## What to work on:
Copy out each line of the data holding "numbered".

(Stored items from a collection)
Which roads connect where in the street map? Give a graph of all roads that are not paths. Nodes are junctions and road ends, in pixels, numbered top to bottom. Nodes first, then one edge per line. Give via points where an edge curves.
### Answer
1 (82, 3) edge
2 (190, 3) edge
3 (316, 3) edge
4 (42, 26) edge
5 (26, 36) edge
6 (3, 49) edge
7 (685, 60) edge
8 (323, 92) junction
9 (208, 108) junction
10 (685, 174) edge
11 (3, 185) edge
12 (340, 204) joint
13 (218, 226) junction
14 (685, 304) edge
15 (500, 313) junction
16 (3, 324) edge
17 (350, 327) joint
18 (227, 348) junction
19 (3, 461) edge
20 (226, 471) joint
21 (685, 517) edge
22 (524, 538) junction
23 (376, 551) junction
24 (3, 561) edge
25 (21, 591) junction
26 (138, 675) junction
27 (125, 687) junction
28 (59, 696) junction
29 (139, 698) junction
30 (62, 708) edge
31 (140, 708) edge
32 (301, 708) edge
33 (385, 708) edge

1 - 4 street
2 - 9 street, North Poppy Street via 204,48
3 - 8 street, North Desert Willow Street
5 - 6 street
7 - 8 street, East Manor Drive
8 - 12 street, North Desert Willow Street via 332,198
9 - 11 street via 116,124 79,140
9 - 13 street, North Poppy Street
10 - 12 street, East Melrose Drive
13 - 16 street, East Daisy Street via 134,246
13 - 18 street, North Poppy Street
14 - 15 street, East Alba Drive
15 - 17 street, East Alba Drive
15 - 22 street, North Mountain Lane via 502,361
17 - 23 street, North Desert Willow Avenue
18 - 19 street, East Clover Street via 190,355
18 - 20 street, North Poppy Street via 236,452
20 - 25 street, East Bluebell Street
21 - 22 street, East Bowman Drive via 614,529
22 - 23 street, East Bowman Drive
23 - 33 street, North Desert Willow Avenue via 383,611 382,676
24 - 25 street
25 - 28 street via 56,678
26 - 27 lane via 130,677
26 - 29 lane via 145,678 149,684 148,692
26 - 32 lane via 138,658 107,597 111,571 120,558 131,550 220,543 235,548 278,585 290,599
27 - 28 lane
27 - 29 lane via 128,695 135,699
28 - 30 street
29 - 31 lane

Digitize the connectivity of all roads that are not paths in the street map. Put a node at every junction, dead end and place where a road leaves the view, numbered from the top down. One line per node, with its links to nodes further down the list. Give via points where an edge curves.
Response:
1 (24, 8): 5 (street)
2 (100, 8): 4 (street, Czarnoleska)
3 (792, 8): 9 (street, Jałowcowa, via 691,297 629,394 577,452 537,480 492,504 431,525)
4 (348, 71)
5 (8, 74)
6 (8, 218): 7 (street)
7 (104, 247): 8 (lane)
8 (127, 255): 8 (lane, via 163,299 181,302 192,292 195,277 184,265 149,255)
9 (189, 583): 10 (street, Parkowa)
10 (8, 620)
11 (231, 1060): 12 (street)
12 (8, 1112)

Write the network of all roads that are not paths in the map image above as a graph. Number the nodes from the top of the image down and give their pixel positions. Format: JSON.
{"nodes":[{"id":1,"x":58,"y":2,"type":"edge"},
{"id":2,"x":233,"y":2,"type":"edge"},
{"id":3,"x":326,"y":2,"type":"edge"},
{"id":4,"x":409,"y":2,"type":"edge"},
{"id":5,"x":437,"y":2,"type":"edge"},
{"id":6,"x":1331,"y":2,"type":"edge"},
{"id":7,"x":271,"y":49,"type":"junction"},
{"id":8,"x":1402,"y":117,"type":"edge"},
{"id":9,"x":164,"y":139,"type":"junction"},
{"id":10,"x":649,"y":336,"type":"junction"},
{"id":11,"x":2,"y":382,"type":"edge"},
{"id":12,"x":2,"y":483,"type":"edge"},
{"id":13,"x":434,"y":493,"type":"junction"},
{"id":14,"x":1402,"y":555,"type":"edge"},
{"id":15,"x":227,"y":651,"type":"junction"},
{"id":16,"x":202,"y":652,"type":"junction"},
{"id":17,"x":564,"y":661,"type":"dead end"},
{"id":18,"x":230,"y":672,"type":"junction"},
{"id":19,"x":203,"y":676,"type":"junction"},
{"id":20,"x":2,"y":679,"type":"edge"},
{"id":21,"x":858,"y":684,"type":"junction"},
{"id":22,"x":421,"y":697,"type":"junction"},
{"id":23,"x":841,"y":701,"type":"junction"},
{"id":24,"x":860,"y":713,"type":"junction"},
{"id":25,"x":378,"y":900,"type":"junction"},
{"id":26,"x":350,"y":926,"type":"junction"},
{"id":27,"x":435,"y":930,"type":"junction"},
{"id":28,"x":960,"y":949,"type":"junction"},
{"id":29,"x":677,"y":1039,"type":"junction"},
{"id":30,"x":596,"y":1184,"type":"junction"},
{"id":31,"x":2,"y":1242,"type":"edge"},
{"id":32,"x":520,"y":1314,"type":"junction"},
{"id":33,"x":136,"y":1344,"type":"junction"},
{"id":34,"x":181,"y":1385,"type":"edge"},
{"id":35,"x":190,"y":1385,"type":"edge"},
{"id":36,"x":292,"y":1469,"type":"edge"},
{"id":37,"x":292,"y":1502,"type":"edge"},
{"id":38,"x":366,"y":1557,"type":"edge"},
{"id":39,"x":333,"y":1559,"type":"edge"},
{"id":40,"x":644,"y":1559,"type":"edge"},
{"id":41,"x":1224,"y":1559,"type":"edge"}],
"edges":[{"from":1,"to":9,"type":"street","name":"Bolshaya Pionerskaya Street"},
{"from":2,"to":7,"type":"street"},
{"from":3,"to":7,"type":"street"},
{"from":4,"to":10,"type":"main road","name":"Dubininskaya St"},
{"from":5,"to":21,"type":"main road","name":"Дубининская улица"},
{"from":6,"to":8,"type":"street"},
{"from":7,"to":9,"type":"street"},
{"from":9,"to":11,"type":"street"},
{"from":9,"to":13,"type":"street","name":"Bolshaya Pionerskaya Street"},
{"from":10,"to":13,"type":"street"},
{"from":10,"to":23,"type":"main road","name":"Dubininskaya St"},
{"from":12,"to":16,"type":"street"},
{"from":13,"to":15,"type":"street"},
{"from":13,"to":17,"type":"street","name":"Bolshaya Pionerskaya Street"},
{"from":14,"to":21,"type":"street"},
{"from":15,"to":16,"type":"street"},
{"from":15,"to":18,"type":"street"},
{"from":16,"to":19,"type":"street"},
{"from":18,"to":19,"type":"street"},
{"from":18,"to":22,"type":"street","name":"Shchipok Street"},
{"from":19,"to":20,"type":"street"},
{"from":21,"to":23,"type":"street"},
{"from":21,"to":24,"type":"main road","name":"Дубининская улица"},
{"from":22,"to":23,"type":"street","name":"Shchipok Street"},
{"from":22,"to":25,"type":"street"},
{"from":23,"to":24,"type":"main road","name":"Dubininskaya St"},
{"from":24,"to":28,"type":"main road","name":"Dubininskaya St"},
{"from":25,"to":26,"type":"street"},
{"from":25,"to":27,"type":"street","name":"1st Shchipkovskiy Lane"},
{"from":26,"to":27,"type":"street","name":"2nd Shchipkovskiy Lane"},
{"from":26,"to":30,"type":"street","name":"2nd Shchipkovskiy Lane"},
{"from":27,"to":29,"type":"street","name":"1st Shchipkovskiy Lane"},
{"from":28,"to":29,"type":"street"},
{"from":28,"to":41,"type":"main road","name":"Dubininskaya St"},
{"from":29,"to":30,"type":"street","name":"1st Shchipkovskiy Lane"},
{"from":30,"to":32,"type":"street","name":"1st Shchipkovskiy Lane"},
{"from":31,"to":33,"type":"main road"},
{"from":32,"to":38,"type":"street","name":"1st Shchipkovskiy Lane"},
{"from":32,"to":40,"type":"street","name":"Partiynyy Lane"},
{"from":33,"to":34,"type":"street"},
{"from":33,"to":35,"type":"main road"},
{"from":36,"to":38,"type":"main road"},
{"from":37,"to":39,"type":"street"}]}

## Task output:
Which roads connect where in the street map? Give a graph of all roads that are not paths. Nodes are junctions and road ends, in pixels, numbered top to bottom. Nodes first, then one edge per line. Give via points where an edge curves.
Digitize the connectivity of all roads that are not paths in the street map. Put a node at every junction, dead end and place where a road leaves the view, numbered from the top down. One line per node, with its links to nodes further down the list. Give via points where an edge curves.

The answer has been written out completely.